What would common sense people say to those Hispanics, or even white Liberal Americans, who wish to see themselves as separate by labeling themselves with such terms as “Afro-Latino,” as is the custom in a country whose history is not only radically different from our own, but whose past and present ideals are often antithetical to ours? One can safely assume that this tendency is foreign, offensive, and foolish.

The term Afro-Latino / Hispanic infers a lack of full citizenship / belonging / identity of the people referred to. These terms are not used to define a group so much as to inflame
the respective groups.

Many black Hispanics have been in Latin America longer than those of European descent. Yet, you don’t find them using absurd terms like “Euro-Latino” or “Euro-Hispanic” or “indo-Latino” or even more strange “Asian-Latino.”

Let us allow ourselves to sink in. Please.
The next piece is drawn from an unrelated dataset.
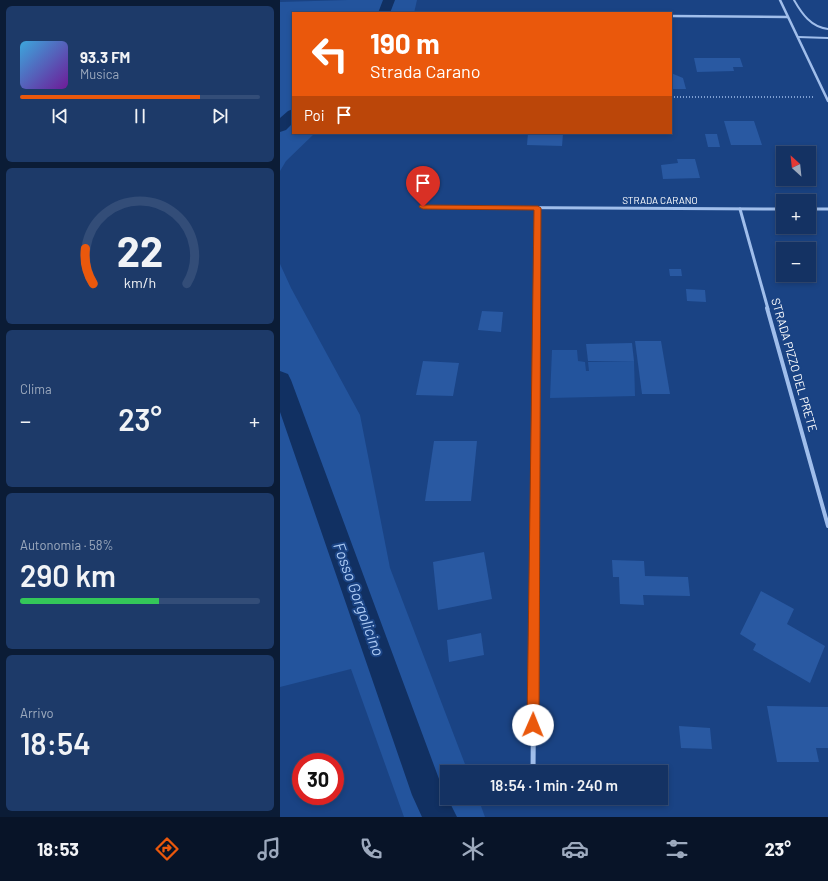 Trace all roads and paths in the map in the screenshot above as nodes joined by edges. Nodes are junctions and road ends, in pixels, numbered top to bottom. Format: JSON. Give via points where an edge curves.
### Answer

It is becoming a politically correct expression created by the Left, resulting in the segregation of a community, creating an “us vs. them” mentality –us, the Afro-Latinos / Hispanics vs. them, the rest of Hispanics / Latinos (who themselves are multi-ethnic)–, which brings about division and fosters a false victimhood, an oppressed mentality.

There is no room in Latin America for hyphens. A hyphenated Hispanic is not a Hispanic at all.

If anything, Americans should learn from us. Hispanics have something invaluable from our history to teach Americans. We should never be so quick to swallow something so foreign and indigestible to the Hispanic stomach.

Instead of allowing for toxic divisive language from Liberal America who seep into our worldview, we should liberate them from language that will never bring about inclusion and unity. Do not tear apart what our ancestors brought together.
 
What unites Hispanics is a shared culture, not the color of one’s skin.